If we conscientiously adhere to certain procedures,we can add a level of safety to what we are doing. Example,the four rules of firearms safety.

Intially,we were talking about a load of 4895 if I have it right. Then came up a can of 4064 by the powder measure. So.now it seems these may be 4064 loads.
Fine.Both 4064 and 4895 are good,and the charge weight is reasonable.My concern is not which powder,but maybe a glitch in the process.

The conspiracy theory that forms in my mind COULD be about two cans of powder,and a cross contamination event involving dumping powder left in the hopper back into the wrong can.... 6 months ago ...to be discovered later via mysterious overpressure. To be clear,I'm not talking about this time,or this can of 4064. Is it possible 6 months ago it was 4198 in the hopper,and it got dumped in the 4895 or 4064 can?
I'm not suggesting anything insulting.I'm an old Guy,too,and,frankly,a 20 something can make a human mistake.

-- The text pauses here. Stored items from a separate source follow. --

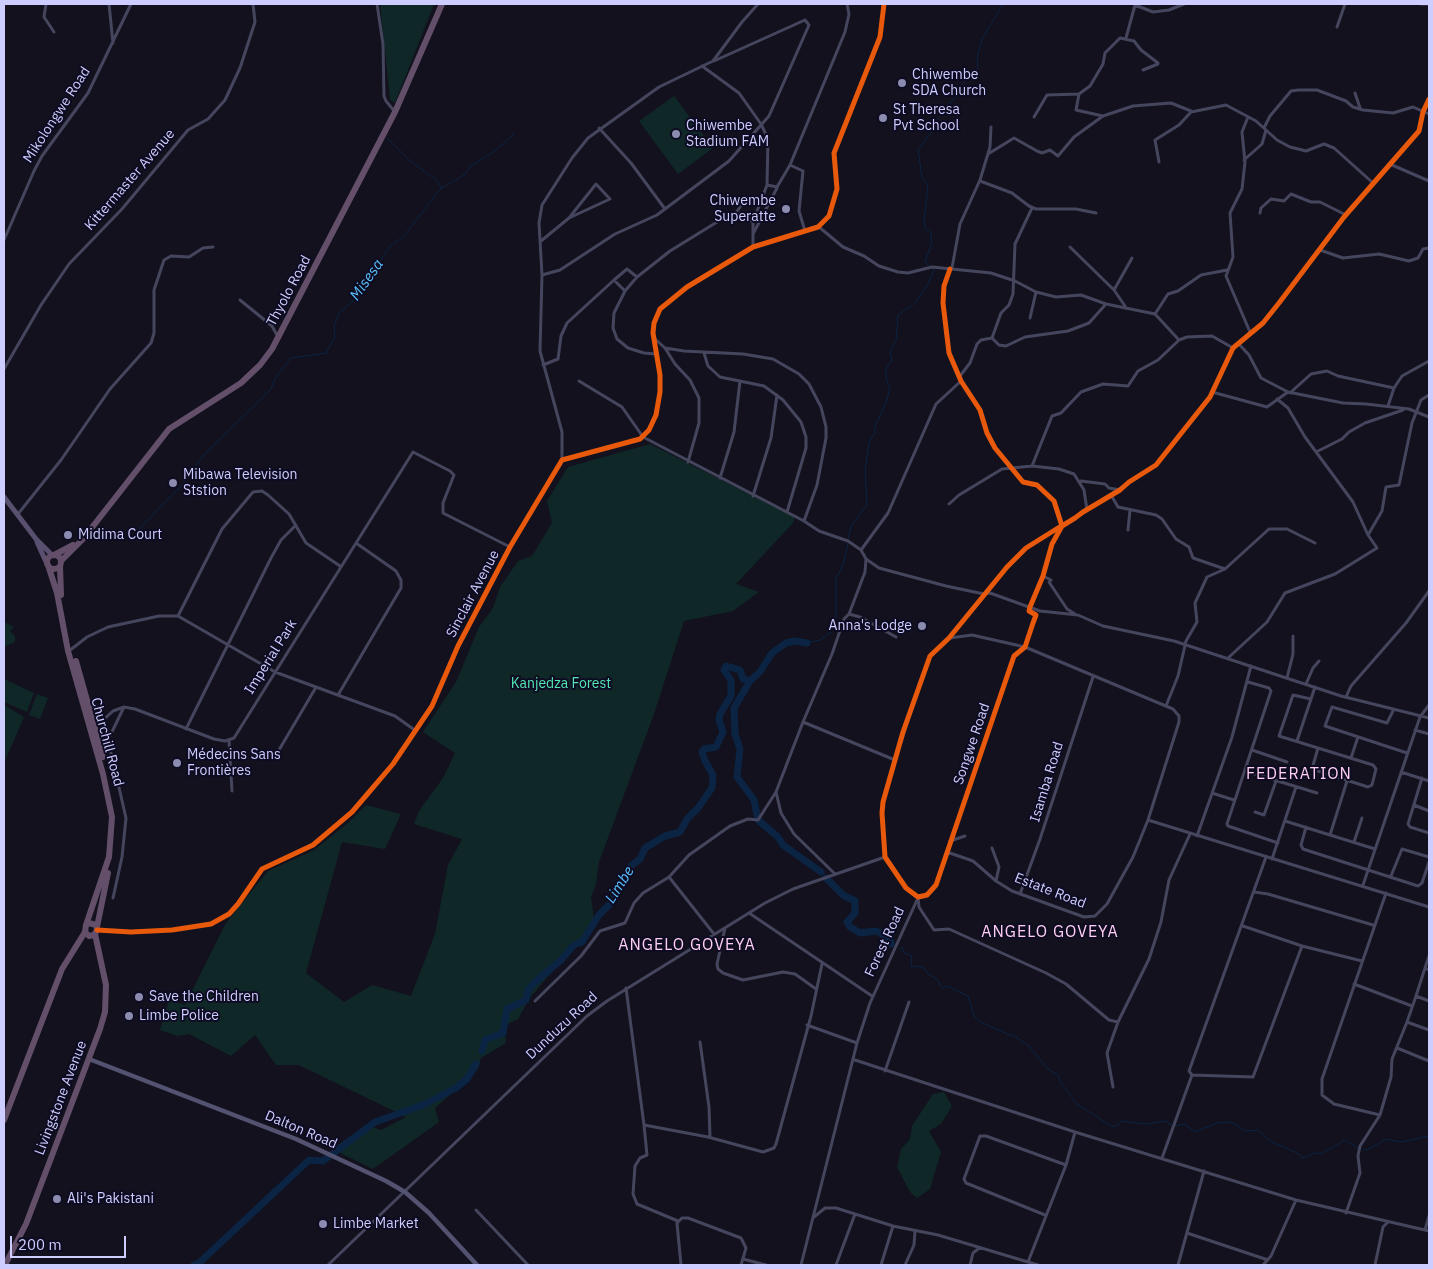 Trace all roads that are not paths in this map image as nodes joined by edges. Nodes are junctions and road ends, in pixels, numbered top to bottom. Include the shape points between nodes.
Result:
1 (46, 4) edge
2 (108, 4) edge
3 (131, 4) edge
4 (253, 4) edge
5 (377, 4) edge
6 (442, 4) edge
7 (758, 4) edge
8 (847, 4) edge
9 (884, 4) edge
10 (1184, 4) edge
11 (1345, 4) edge
12 (1421, 4) edge
13 (1429, 4) edge
14 (1337, 27) dead end
15 (54, 32) dead end
16 (1126, 38) junction
17 (113, 44) junction
18 (714, 61) junction
19 (702, 65) junction
20 (1143, 70) dead end
21 (1355, 93) dead end
22 (1079, 94) junction
23 (1429, 99) edge
24 (1360, 109) junction
25 (395, 112) junction
26 (1191, 112) junction
27 (1423, 112) junction
28 (1429, 114) edge
29 (1104, 116) junction
30 (1034, 117) dead end
31 (1248, 117) junction
32 (761, 124) junction
33 (991, 127) dead end
34 (599, 128) junction
35 (1265, 129) junction
36 (988, 154) junction
37 (1244, 160) junction
38 (1159, 162) dead end
39 (790, 164) junction
40 (1392, 165) junction
41 (980, 181) junction
42 (1429, 181) edge
43 (1373, 183) junction
44 (767, 185) junction
45 (777, 188) junction
46 (762, 198) junction
47 (1032, 208) junction
48 (665, 209) junction
49 (1260, 212) dead end
50 (736, 213) junction
51 (1096, 213) dead end
52 (1346, 215) junction
53 (569, 218) junction
54 (753, 222) junction
55 (819, 227) junction
56 (805, 231) junction
57 (752, 235) junction
58 (4, 240) edge
59 (540, 241) junction
60 (212, 247) dead end
61 (753, 247) junction
62 (1070, 247) dead end
63 (1429, 248) edge
64 (1320, 250) junction
65 (1132, 258) dead end
66 (951, 268) junction
67 (1227, 270) junction
68 (542, 275) junction
69 (637, 276) junction
70 (614, 280) junction
71 (1015, 281) junction
72 (1114, 290) junction
73 (625, 291) junction
74 (1036, 292) junction
75 (240, 300) dead end
76 (1106, 304) junction
77 (1125, 306) junction
78 (1155, 314) junction
79 (1030, 318) dead end
80 (1250, 332) junction
81 (653, 337) junction
82 (279, 338) junction
83 (992, 338) junction
84 (1179, 340) junction
85 (1238, 343) junction
86 (665, 348) junction
87 (1233, 348) junction
88 (704, 353) junction
89 (656, 354) junction
90 (1429, 361) edge
91 (543, 365) junction
92 (4, 369) edge
93 (959, 376) junction
94 (578, 381) dead end
95 (740, 381) junction
96 (961, 381) junction
97 (1394, 388) junction
98 (1212, 392) junction
99 (1289, 393) junction
100 (777, 395) junction
101 (1429, 395) edge
102 (1277, 399) junction
103 (1388, 406) junction
104 (1409, 410) junction
105 (1418, 412) junction
106 (1429, 417) edge
107 (643, 437) junction
108 (1316, 452) junction
109 (562, 460) junction
110 (688, 462) junction
111 (1032, 466) junction
112 (1010, 467) junction
113 (720, 478) junction
114 (1081, 481) junction
115 (1120, 490) junction
116 (1111, 495) junction
117 (753, 496) junction
118 (4, 497) edge
119 (949, 504) dead end
120 (1087, 510) junction
121 (1130, 510) junction
122 (787, 512) junction
123 (18, 514) junction
124 (804, 520) junction
125 (296, 525) junction
126 (1061, 527) junction
127 (1128, 530) dead end
128 (1368, 535) junction
129 (86, 536) junction
130 (36, 539) junction
131 (1314, 542) dead end
132 (356, 543) junction
133 (510, 547) junction
134 (861, 550) junction
135 (53, 555) junction
136 (866, 559) junction
137 (60, 564) junction
138 (48, 565) junction
139 (340, 566) junction
140 (1225, 569) junction
141 (1043, 576) junction
142 (1429, 591) edge
143 (984, 594) junction
144 (1030, 606) junction
145 (848, 614) junction
146 (1078, 615) junction
147 (178, 616) junction
148 (1293, 636) dead end
149 (896, 638) dead end
150 (949, 638) junction
151 (227, 643) junction
152 (1186, 645) junction
153 (1025, 647) junction
154 (70, 650) junction
155 (1228, 658) junction
156 (1319, 661) dead end
157 (1251, 666) junction
158 (275, 672) junction
159 (1093, 677) junction
160 (1287, 678) junction
161 (1248, 682) junction
162 (1306, 684) junction
163 (1315, 687) junction
164 (315, 689) junction
165 (338, 694) junction
166 (1346, 697) junction
167 (1311, 699) junction
168 (1429, 705) edge
169 (1166, 706) junction
170 (124, 707) junction
171 (1393, 710) junction
172 (1420, 717) junction
173 (1429, 718) edge
174 (90, 719) junction
175 (802, 722) junction
176 (186, 728) junction
177 (1415, 730) junction
178 (416, 731) junction
179 (1429, 734) edge
180 (1358, 737) junction
181 (229, 741) junction
182 (1297, 741) junction
183 (1318, 748) junction
184 (279, 750) dead end
185 (1252, 750) junction
186 (1407, 753) junction
187 (1351, 758) junction
188 (895, 760) junction
189 (1287, 762) dead end
190 (1245, 771) junction
191 (1401, 772) junction
192 (1422, 778) junction
193 (1429, 780) edge
194 (1276, 781) junction
195 (1347, 781) junction
196 (1296, 787) junction
197 (232, 791) dead end
198 (776, 792) junction
199 (1212, 793) junction
200 (1317, 793) dead end
201 (1234, 800) junction
202 (1414, 805) junction
203 (1429, 811) edge
204 (1255, 812) dead end
205 (1362, 818) dead end
206 (1148, 820) junction
207 (1285, 821) junction
208 (1306, 827) junction
209 (1429, 833) edge
210 (1190, 834) junction
211 (1330, 834) junction
212 (965, 836) dead end
213 (1197, 836) junction
214 (950, 841) junction
215 (1354, 842) junction
216 (1278, 843) junction
217 (992, 848) dead end
218 (1375, 849) junction
219 (947, 852) junction
220 (885, 857) junction
221 (1266, 857) junction
222 (1429, 857) edge
223 (1272, 858) junction
224 (1429, 862) edge
225 (1368, 869) junction
226 (835, 874) junction
227 (1391, 876) junction
228 (669, 877) junction
229 (996, 881) junction
230 (1363, 885) junction
231 (1254, 892) junction
232 (1386, 893) junction
233 (1020, 894) junction
234 (918, 897) junction
235 (113, 898) dead end
236 (1429, 907) edge
237 (748, 913) junction
238 (1373, 925) junction
239 (1243, 926) junction
240 (725, 928) junction
241 (85, 929) junction
242 (96, 930) junction
243 (714, 934) junction
244 (1302, 946) junction
245 (1429, 956) edge
246 (1362, 961) junction
247 (822, 964) junction
248 (1427, 969) edge
249 (1354, 984) junction
250 (626, 988) junction
251 (816, 989) junction
252 (872, 996) junction
253 (1416, 996) junction
254 (535, 1001) dead end
255 (1429, 1001) edge
256 (909, 1002) dead end
257 (1412, 1006) junction
258 (1118, 1022) junction
259 (1407, 1022) junction
260 (808, 1025) junction
261 (1429, 1030) edge
262 (700, 1042) dead end
263 (857, 1043) junction
264 (1397, 1048) junction
265 (89, 1059) junction
266 (854, 1060) junction
267 (1429, 1061) edge
268 (885, 1071) junction
269 (1192, 1075) junction
270 (1113, 1087) dead end
271 (1380, 1115) junction
272 (4, 1120) edge
273 (644, 1125) junction
274 (1075, 1132) junction
275 (710, 1137) junction
276 (1162, 1158) junction
277 (1066, 1165) junction
278 (1204, 1171) junction
279 (404, 1192) junction
280 (1296, 1200) junction
281 (476, 1210) dead end
282 (1346, 1212) junction
283 (855, 1214) junction
284 (1045, 1215) junction
285 (1429, 1216) edge
286 (814, 1217) junction
287 (678, 1221) junction
288 (1388, 1222) junction
289 (893, 1226) junction
290 (915, 1231) junction
291 (1427, 1231) edge
292 (1187, 1233) junction
293 (980, 1249) junction
294 (743, 1259) junction
295 (1268, 1260) junction
296 (1028, 1262) junction
297 (5, 1265) edge
298 (328, 1265) edge
299 (478, 1265) edge
300 (528, 1265) edge
301 (681, 1265) edge
302 (741, 1265) edge
303 (766, 1265) edge
304 (801, 1265) edge
305 (836, 1265) edge
306 (882, 1265) edge
307 (905, 1265) edge
308 (970, 1265) edge
309 (1038, 1265) edge
310 (1178, 1265) edge
311 (1263, 1265) edge
312 (1375, 1265) edge

1 - 15 street via 44,17
2 - 17 street
3 - 17 street, Mikolongwe Road
4 - 92 street, Kittermaster Avenue via 255,22 240,68 225,100 208,120 188,130 122,209 69,264
5 - 25 street via 383,44 384,96
6 - 25 highway, Thyolo Road
7 - 18 street
8 - 39 street via 849,14 845,32
9 - 55 street via 880,36 834,153 837,187 834,204
10 - 16 street via 1153,12 1134,5
11 - 14 street
12 - 13 street
16 - 20 street via 1158,62
16 - 22 street via 1120,38 1108,48 1093,83
17 - 58 street, Mikolongwe Road via 88,93 42,156
18 - 19 street
18 - 32 street via 807,21 809,26 783,86 769,116
19 - 32 street via 736,90
19 - 34 street via 659,87
21 - 24 street
22 - 29 street via 1076,110
22 - 30 street via 1047,95
23 - 27 street
24 - 27 street via 1393,113 1413,107
24 - 35 street via 1313,89 1294,90 1270,116
25 - 82 highway, Thyolo Road
26 - 29 street via 1171,103 1133,106
26 - 31 street via 1226,105
26 - 38 street via 1179,125 1154,141
27 - 28 street
27 - 40 street via 1419,131
29 - 36 street via 1074,137 1058,156 1050,150 1037,151 1014,138
31 - 35 street
31 - 37 street via 1242,132
32 - 44 street via 769,148
32 - 48 street via 729,160
33 - 36 street
34 - 48 street via 631,163
34 - 59 street via 572,158 544,200 539,222
35 - 37 street via 1262,144
35 - 43 street via 1295,149 1309,150 1324,144 1334,148
36 - 41 street
37 - 67 street via 1242,189 1230,213 1233,257
39 - 45 street
39 - 56 street via 803,171 799,211
40 - 42 street
40 - 43 street
41 - 47 street via 1012,193
41 - 66 street via 961,221
43 - 52 street
44 - 45 street
44 - 46 street
45 - 57 street
46 - 50 street via 744,201
46 - 54 street
47 - 51 street via 1076,208
47 - 71 street via 1015,244
48 - 68 street via 610,237 560,270
49 - 52 street via 1270,199 1284,202 1291,194 1320,202
50 - 54 street
50 - 69 street via 689,238
52 - 64 street
53 - 53 street via 610,200 610,199 596,184
53 - 59 street
54 - 57 street
55 - 56 street
55 - 66 street via 842,246 879,266 907,274 932,267
56 - 61 street
57 - 61 street
59 - 68 street
60 - 123 street via 203,248 189,258 172,256 164,260 154,290 151,343 110,390
61 - 81 street via 687,287 666,304 655,318
62 - 72 street
63 - 64 street via 1423,248 1418,258 1409,261 1379,254 1342,258
64 - 80 street via 1263,323
65 - 72 street
66 - 71 street via 991,273
66 - 93 street via 943,290 943,303 949,353
67 - 78 street via 1201,275 1168,294
67 - 80 street via 1228,283
68 - 91 street via 540,330
69 - 70 street via 627,269
69 - 73 street
70 - 73 street
70 - 91 street via 567,323 561,336 558,359
71 - 74 street
71 - 83 street via 1010,303 1001,313
72 - 77 street
73 - 89 street via 614,314 613,331 626,347
74 - 76 street via 1056,297 1081,295
74 - 79 street
75 - 82 street via 272,326
76 - 77 street
76 - 83 street via 1089,323 1068,331 1023,338 1006,346 999,345
77 - 78 street
78 - 84 street
80 - 85 street
81 - 86 street
81 - 89 street
82 - 129 highway, Thyolo Road via 260,365 241,383 169,429
83 - 93 street via 985,338 977,344 970,363
84 - 87 street via 1207,335
84 - 111 street via 1158,360 1138,371 1128,386 1103,384 1077,394 1061,413 1052,416
85 - 87 street
85 - 99 street via 1249,355 1261,378
86 - 88 street
86 - 110 street via 700,398 699,423
87 - 98 street
88 - 95 street via 708,366 720,376
88 - 124 street via 773,359 799,374 816,394 826,426 826,438 820,476
89 - 107 street via 660,398 653,423
90 - 97 street via 1402,376
91 - 109 street via 562,432
93 - 96 street
94 - 107 street via 622,407
95 - 100 street via 762,386
95 - 113 street via 734,432
96 - 112 street via 980,410 993,444
96 - 134 street via 936,404 888,512
97 - 99 street via 1327,371 1311,374
97 - 103 street
98 - 102 street via 1266,407
98 - 115 street via 1156,465
99 - 102 street
99 - 103 street via 1342,403
100 - 117 street via 771,438
100 - 122 street via 801,420 806,440
101 - 105 street via 1421,400
102 - 108 street via 1288,408
103 - 104 street
104 - 105 street
104 - 108 street via 1390,413 1365,423
105 - 106 street
105 - 128 street via 1410,427 1399,485 1387,485 1380,514
107 - 109 street
107 - 110 street
108 - 128 street via 1353,502
109 - 133 street, Sinclair Avenue
110 - 113 street
111 - 112 street
111 - 114 street via 1068,471
112 - 119 street via 993,474
112 - 126 street via 1022,482 1037,485 1054,501
113 - 117 street
114 - 115 street
114 - 120 street
115 - 116 street
116 - 120 street
116 - 121 street via 1117,506
117 - 122 street
118 - 123 main road
120 - 126 street
121 - 127 street
121 - 140 street via 1157,516 1189,548 1193,558
122 - 124 street
123 - 130 main road
124 - 134 street via 819,531 848,541
125 - 139 street via 306,543
125 - 147 street via 265,492 248,495 222,528
125 - 151 street via 281,540
126 - 141 street via 1052,544
126 - 143 street via 1026,548
128 - 155 street via 1376,549 1325,578 1285,593 1268,622
129 - 135 highway, Thyolo Road
129 - 137 highway, Thyolo Road
130 - 135 main road
130 - 138 main road
131 - 140 street via 1287,529 1270,529
132 - 133 street, Imperial Park via 412,452 454,476 443,503 443,513
132 - 139 street, Imperial Park
132 - 165 street via 396,571 401,588
133 - 178 street, Sinclair Avenue via 458,646 432,706
134 - 136 street
135 - 137 highway
135 - 138 highway via 48,559
136 - 143 street via 879,568
136 - 145 street via 866,571
137 - 138 highway via 55,569
137 - 154 highway, Churchill Road via 60,592
138 - 154 highway, Churchill Road
139 - 158 street, Imperial Park
140 - 152 street via 1205,580 1195,603 1197,622
141 - 144 street
141 - 146 street via 1051,580 1049,582 1067,609
142 - 166 street via 1406,623 1351,686
143 - 144 street
143 - 150 street
144 - 146 street via 1040,611
144 - 153 street, Songwe Road via 1029,611 1036,615
145 - 149 street via 860,617
145 - 175 street
146 - 152 street via 1102,626
147 - 151 street
147 - 154 street via 159,616 108,626
148 - 160 street via 1293,654
150 - 153 street via 972,635
150 - 188 street via 930,656
151 - 158 street
151 - 176 street via 210,684
152 - 155 street
152 - 169 street
153 - 159 street
153 - 214 street, Songwe Road via 1014,656
154 - 174 highway, Churchill Road
155 - 157 street
156 - 162 street via 1312,668
157 - 160 street
157 - 161 street
158 - 164 street
158 - 181 street, Imperial Park
159 - 169 street
159 - 233 street, Isamba Road
160 - 162 street
161 - 185 street via 1271,691
161 - 199 street
162 - 163 street
163 - 166 street
163 - 167 street
164 - 165 street
164 - 184 street
165 - 178 street via 395,716
166 - 171 street
167 - 182 street
167 - 182 street via 1295,694 1291,696 1280,736
168 - 172 street
169 - 206 street via 1178,713 1179,722
170 - 174 street via 113,711 101,722
170 - 176 street
170 - 235 street via 108,740 126,818
171 - 172 street
171 - 180 street via 1387,723 1332,706 1325,726
172 - 173 street
172 - 177 street
174 - 241 highway, Churchill Road via 110,803 112,831 102,881
174 - 242 highway, Churchill Road via 116,817
175 - 188 street
175 - 198 street
176 - 181 street via 214,740
177 - 179 street
177 - 186 street
178 - 242 street, Sinclair Avenue via 352,812 313,845 262,869 229,914 211,924 172,930
180 - 186 street
180 - 187 street
181 - 197 street
182 - 183 street
183 - 187 street
183 - 195 street via 1312,769
185 - 189 street
185 - 190 street
186 - 191 street
187 - 195 street via 1376,769 1368,787
188 - 220 street via 883,802
190 - 194 street
190 - 201 street
191 - 192 street
191 - 218 street
192 - 193 street
192 - 202 street
194 - 196 street
194 - 204 street via 1264,815
195 - 211 street
196 - 200 street
196 - 207 street
198 - 226 street via 781,814 794,834
198 - 228 street via 758,820 730,826 689,855
199 - 201 street
199 - 213 street
201 - 216 street via 1228,826
202 - 203 street
202 - 209 street via 1409,826
205 - 215 street
206 - 210 street
206 - 233 street, Estate Road via 1133,857 1107,904 1096,916 1084,917
207 - 208 street
207 - 216 street
208 - 211 street
208 - 225 street via 1301,845 1304,849
210 - 213 street
210 - 258 street via 1169,880 1161,922 1149,959
211 - 215 street
212 - 214 street
213 - 221 street
214 - 219 street, Songwe Road
215 - 218 street
216 - 223 street
217 - 229 street via 999,867
218 - 225 street
219 - 229 street, Estate Road via 973,861
219 - 234 street, Songwe Road via 936,885 927,895
220 - 226 street, Dunduzu Road
220 - 234 street via 906,888
221 - 223 street
221 - 231 street
222 - 227 street via 1402,849
223 - 230 street
224 - 227 street via 1418,886
225 - 227 street
225 - 230 street
226 - 237 street, Dunduzu Road via 793,889
228 - 243 street
228 - 254 street via 643,893 634,903 625,923 605,928 596,935 581,956
229 - 233 street, Estate Road
230 - 232 street
231 - 238 street via 1282,897
231 - 239 street
232 - 236 street
232 - 238 street
234 - 252 street, Forest Road
234 - 258 street via 919,907 934,930 949,929 1046,973 1066,984 1109,1020
237 - 240 street, Dunduzu Road
237 - 247 street
238 - 246 street
239 - 244 street
239 - 269 street via 1189,1071
240 - 243 street, Dunduzu Road
240 - 251 street via 717,964 722,973 743,980 783,972 795,974
241 - 242 highway via 92,923
241 - 242 highway via 89,936
241 - 272 highway, Churchill Road via 62,969
242 - 265 highway, Livingstone Avenue via 106,1000
243 - 250 street, Dunduzu Road
244 - 246 street
244 - 269 street via 1253,1077
245 - 248 street
246 - 249 street
247 - 251 street
247 - 252 street
248 - 253 street
249 - 257 street
249 - 271 street via 1322,1079 1322,1095 1334,1104
250 - 273 street
250 - 279 street, Dunduzu Road via 587,1016
251 - 260 street
252 - 263 street, Forest Road
253 - 255 street
253 - 257 street
256 - 268 street
257 - 259 street
258 - 270 street via 1108,1053
259 - 261 street
259 - 264 street
260 - 263 street
260 - 275 street via 786,1114 774,1148 758,1152
262 - 275 street
263 - 266 street, Forest Road
264 - 267 street
264 - 271 street
265 - 279 main road, Dalton Road via 318,1148
265 - 297 highway, Livingstone Avenue via 26,1224
266 - 268 street
266 - 286 street, Forest Road
268 - 274 street
269 - 276 street
271 - 282 street via 1360,1146 1360,1173
273 - 275 street
273 - 287 street via 647,1155 640,1158 635,1166 633,1194 636,1204
274 - 276 street
274 - 277 street
276 - 278 street
277 - 284 street
277 - 284 street via 980,1136 964,1179 966,1183
278 - 280 street
278 - 292 street
279 - 298 street, Dunduzu Road
279 - 299 main road, Dalton Road via 430,1213
280 - 282 street
280 - 295 street
281 - 300 street
282 - 288 street
283 - 286 street via 831,1207
283 - 289 street
283 - 305 street
284 - 296 street
285 - 291 street
286 - 304 street, Forest Road
287 - 294 street via 688,1218 741,1238 746,1248
287 - 301 street
288 - 291 street
288 - 312 street via 1382,1227
289 - 290 street
289 - 306 street
290 - 293 street
290 - 307 street via 914,1245
292 - 295 street
292 - 310 street
293 - 296 street
293 - 308 street via 974,1253
294 - 302 street
294 - 303 street
295 - 311 street
296 - 309 street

I'm not saying that is what happened,but SOMETHING happened.

With only one can of powder on the bench,and by not leaving powder in the hopper, we maintain a "Chain of custody" on the powder.

As precious as powder is, If I have not clearly and with forethought labeled any powder left in my hopper,it goes on the lawn.
Because I am fallible and I make mistakes

Last edited by HiBC; November 10, 2018 at 08:50 PM.